Пытаясь сообразить, какое из трех истолкований ближе
к авторскому замыслу, перечитала оказавшиеся под рукой сборники женской
прозы — от "новых амазонок” до первой книжечки Татьяны Толстой "На
златом крыльце сидели…” Ни соответствий, ни перекличек не нашла. Но с
кем-то она, Татьяна (не Толстая, а Морозова), без слов собеседовала, на
кого-то тайно оглядывалась. В тексте скрытно присутствует некто не
названный, но авторитетный… И потом, почему героине к началу невеселого
ее романа тридцать четыре? Не бальзаковские тридцать, не ярославсмеляковские сорок —
"Вам не случалось ли влюбляться, \ Мне просто грустно, если нет, \
Когда вам было чуть за двадцать, \ А ей почти что сорок лет…”? Странное
число … и не литературное (то есть, не числовой центон), и не прямо
автобиографическое. В год нашего знакомства Татьяне то ли только что
исполнилось, то ли еще и не было 34-х. Однако в женской ее участи, по
всем приметам, ничего "августовского” не происходило. Они с Игорем не
демонстрировали согласие, они им светились…
34…34…34… Что это число — ключ к смыслу "Августа”,
подсказывала интуиция, но где все остальное? Замок? Тайник? Ларчик? И
вдруг что-то в памяти щелкнуло. Подошла к полке, вынула том, отличный от
других лишь тем, что из него, вместо закладки, торчал пожелтевший
обрывок газеты. На заложенной странице он разломился, и я прочла —
когда? зачем? для какой надобности? — отчеркнутое:
"Обидно сознаваться перед самим собой, что молодость
моя прошла без любви и что настоящим образом я люблю впервые только
теперь, в 34 года”.
Ну, так и есть: Антон Чехов. "Три года”. Сентябрь —
декабрь 1894-го. Автору, как и герою рассказа, 34! И ситуация та же, что
в "Августе”, только повернута к нам мужской стороной:
"Он вспомнил длинные московские разговоры, в которых
сам принимал участие еще так недавно, — разговоры о том, что без любви
жить можно, что страстная любовь есть психоз, что, наконец, нет никакой
любви, и есть только физическое влечение полов, — и все в таком роде; он
вспоминал и думал с грустью, что если бы теперь его спросили, что такое
любовь, то он не нашелся бы что ответить”.
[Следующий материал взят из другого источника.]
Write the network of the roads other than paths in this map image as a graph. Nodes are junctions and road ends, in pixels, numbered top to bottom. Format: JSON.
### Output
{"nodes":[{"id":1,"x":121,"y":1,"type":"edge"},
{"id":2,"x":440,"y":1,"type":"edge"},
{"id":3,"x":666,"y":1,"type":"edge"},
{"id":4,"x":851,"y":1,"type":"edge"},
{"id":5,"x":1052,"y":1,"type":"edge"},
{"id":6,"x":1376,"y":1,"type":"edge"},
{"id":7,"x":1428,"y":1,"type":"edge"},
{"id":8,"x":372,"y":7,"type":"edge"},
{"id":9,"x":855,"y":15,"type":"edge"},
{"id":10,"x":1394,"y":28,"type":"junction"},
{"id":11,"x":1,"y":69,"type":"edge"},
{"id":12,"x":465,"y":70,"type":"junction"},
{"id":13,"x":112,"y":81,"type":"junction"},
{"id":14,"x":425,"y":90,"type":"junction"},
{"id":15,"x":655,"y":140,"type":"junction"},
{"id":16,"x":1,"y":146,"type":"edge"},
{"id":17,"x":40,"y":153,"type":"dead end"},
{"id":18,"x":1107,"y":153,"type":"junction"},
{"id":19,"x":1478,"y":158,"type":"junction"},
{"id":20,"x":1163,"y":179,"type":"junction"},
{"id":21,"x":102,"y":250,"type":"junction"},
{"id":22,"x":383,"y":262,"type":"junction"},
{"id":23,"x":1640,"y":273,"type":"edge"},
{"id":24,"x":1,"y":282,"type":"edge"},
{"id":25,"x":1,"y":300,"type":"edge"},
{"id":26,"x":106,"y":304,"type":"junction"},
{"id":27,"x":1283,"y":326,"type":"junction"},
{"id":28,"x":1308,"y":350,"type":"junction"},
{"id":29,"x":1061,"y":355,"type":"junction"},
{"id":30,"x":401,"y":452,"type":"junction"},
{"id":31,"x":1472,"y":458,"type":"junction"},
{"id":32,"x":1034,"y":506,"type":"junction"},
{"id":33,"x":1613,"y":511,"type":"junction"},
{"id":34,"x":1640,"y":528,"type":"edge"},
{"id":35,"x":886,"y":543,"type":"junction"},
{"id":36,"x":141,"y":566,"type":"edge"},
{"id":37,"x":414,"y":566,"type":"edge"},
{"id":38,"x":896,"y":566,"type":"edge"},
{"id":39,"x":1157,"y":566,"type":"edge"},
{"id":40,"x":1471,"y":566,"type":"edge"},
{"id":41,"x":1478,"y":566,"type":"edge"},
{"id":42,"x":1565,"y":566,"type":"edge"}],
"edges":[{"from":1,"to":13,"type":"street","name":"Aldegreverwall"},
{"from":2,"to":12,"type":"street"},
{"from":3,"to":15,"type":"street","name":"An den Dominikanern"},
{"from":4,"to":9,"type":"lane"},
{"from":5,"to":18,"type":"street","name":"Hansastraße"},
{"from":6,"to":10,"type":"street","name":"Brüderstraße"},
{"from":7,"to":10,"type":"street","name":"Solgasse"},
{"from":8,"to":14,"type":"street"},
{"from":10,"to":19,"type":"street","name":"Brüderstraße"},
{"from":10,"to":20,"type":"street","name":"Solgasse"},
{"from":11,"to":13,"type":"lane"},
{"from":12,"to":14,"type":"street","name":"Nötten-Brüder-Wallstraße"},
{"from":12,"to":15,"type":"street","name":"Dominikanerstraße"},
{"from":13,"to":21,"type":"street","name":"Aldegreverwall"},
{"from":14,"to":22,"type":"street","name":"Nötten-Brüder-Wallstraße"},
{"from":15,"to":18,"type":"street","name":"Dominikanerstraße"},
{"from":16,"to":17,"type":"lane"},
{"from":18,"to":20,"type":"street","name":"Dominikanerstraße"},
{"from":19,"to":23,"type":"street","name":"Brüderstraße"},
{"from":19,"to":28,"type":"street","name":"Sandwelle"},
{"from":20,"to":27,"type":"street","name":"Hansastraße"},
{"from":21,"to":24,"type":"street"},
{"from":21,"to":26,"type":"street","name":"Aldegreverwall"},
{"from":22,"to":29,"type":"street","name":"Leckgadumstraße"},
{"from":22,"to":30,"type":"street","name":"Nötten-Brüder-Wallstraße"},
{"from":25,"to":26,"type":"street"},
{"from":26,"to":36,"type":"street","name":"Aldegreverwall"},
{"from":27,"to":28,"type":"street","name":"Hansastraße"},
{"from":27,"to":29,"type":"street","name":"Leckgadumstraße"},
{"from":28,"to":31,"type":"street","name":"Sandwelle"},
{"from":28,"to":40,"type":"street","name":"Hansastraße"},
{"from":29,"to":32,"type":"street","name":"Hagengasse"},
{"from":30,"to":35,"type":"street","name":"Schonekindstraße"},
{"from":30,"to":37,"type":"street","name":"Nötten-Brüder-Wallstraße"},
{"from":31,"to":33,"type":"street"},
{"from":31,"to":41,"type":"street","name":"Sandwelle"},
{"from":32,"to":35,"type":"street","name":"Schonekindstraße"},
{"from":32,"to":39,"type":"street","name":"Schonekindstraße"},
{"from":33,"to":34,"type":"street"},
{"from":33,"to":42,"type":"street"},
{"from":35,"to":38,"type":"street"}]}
Когда был начат и закончен "Август”? Судя по
реалиям, давным-давно… Почему же так и остался в рукописи? Не знаю. Зато
в том, что маленькая эта повесть — из тех текстов, какие Игорь Кузнецов
назвал "неизбежными”, не сомневаюсь. Чтобы не объяснять своими словами,
что сие означает, процитирую отрывок из его статьи, некогда
опубликованной в "Дружбе народов”: ""Неизбежный текст" — ключевое
понятие, выведенное д-ром Казиным (героем рассказа Владислава Отрошенко
"Тайны жалонерского искусства"). Суть этого понятия в том, что
существуют некие тексты, которые просто не могут не появиться, ибо их
первопричиной является "высшая воля". Заинтересованная, впрочем, не
только в появлении, но и в правильном истолковании… Если же на том или
ином этапе происходят сбои, то тексты сии вынуждены рождаться вновь — "в
другом месте", "в другое время", "и при содействии другого автора"”. (Игорь Кузнецов. Египетское утро. "Дружба народов”, 1996, № 11. С.170.)
"За августом следует август…” А что, если это и есть самое любимое лицо Тани Морозовой?